Husky Energy Inc. has abandoned its quest to acquire MEG Energy Corp. in a $3.3-billion hostile offer, confounding investors and triggering a selloff in MEG shares.
Husky said fewer than its threshold of two-thirds of MEG shares were tendered by a Wednesday deadline, so it chose to walk away and concentrate on its own business rather than extend the cash-and-stock offer. It had been widely expected to win its play for the oil-sands producer, as MEG had failed to attract a higher bid in a negative market for Canadian oil and gas stocks.
MEG shares fell 36 per cent to $5.50 on the Toronto Stock Exchange after the surprise move on Thursday, a drop of more than $900-million in market value.
“I would challenge you to find one person on the planet who expected this to be the outcome,” said Eric Nuttall, senior portfolio manager at Ninepoint Partners LP in Toronto. “I even threw out my MEG file, not expecting to have to revisit it.”
Husky declined to disclose the total of shares tendered to the bid, though spokesman Mel Duvall said it was more than 50 per cent of those outstanding. It had offered $11 a share in cash, up to $1-billion in total, or 0.485 of a Husky share for each share in MEG, which is known for its Christina Lake, Alta., steam-driven oil sands project.
“Given the outcome of the tender process, Husky will continue to focus on capital discipline and the delivery of the five-year plan we set out at our investor day in May, 2018,” Rob Peabody, Husky’s chief executive officer, said in a statement. Husky shares jumped more than 12 per cent on Thursday.
Two negative factors influenced the market during the bid period, Husky said. One was the Alberta government’s mandated oil production cuts, which the company said amounted to meddling in the market; indeed the discount on Canadian heavy oil versus U.S. benchmark crude has shrunk to levels not seen in a decade, and as a producer without refineries MEG has benefited from the improvement. The other factor was Canada’s continuing inability to add export pipeline capacity, it said.
The explanation did not satisfy some MEG shareholders, who said Husky could have extended the bid. Some wondered if Canada’s current diplomatic friction with China may have played a role in its decision. Husky is majority-owned by companies controlled by the family of Hong Kong billionaire Li Ka-shing. Mr. Duvall said that was not a consideration.
Husky launched the unsolicited bid in early October, saying that MEG shareholders would be better served in a larger company that could absorb its heavy debt load. MEG’s board subsequently rejected the offer and said investors should been offered more. As late as last month it reiterated its recommendation to take a pass.
That did not sit well with David Taylor, president and chief investment officer of Taylor Asset Management, a long-term shareholder of MEG. Mr. Taylor said he had no idea why any investors wouldn’t tender, given obvious downside risk.
“I’m just really, really upset right now,” he said.

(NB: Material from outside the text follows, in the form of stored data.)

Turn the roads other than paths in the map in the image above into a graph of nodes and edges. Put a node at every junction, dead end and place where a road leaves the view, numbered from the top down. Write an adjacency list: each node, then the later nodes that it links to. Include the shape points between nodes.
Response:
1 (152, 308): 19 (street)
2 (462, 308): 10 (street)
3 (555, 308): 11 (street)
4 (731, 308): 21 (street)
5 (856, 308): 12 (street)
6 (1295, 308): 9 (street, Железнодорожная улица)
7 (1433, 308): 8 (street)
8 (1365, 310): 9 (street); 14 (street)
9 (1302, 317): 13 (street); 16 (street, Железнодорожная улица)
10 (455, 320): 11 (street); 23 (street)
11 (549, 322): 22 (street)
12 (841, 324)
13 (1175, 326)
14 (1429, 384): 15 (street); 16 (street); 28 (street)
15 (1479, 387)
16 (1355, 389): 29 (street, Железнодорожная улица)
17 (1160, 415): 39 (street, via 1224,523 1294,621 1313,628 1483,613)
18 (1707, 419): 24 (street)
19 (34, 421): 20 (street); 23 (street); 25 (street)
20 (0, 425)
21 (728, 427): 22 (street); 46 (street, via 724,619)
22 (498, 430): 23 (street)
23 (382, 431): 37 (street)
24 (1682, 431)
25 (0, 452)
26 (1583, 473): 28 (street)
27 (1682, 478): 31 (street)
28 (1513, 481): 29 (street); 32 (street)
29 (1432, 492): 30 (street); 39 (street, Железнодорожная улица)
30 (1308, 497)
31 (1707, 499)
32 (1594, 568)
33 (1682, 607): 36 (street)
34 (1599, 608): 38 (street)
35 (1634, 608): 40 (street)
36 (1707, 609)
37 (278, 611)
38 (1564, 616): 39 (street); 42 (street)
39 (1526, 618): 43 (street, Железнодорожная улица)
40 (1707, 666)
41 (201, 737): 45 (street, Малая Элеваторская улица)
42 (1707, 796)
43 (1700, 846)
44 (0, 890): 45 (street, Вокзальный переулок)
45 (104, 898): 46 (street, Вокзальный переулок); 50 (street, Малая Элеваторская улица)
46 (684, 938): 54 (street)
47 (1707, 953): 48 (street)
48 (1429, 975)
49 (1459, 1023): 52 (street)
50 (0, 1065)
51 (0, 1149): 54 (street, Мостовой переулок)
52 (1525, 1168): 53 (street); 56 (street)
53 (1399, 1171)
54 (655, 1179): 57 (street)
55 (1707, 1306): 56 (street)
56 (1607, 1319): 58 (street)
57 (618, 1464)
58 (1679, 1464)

“If they really wanted to do what was right for shareholders, and the board knew that if people didn’t tender the stock was going to fall 40 per cent – which they should have known. ... They could have come out and said, ‘We recommend shareholders tender into the Husky bid,' knowing there was no other bid.”
For its part, MEG said the shareholder rejection showed how the “bid did not fully recognize the quality and long-term potential" of the company. CEO Derek Evans said in a statement MEG would provide an update on its business plan in the near future.
Royal Bank of Canada’s asset management arm is MEG’s sixth-largest investor, and the bank tendered its shares to the bid – but declined to comment on its motivations for doing so. Officials from MEG’s two largest shareholders according to Bloomberg’s latest data, China’s CNOOC Ltd. and Boston-based Highfields Capital Management, did not respond to queries into whether they tendered.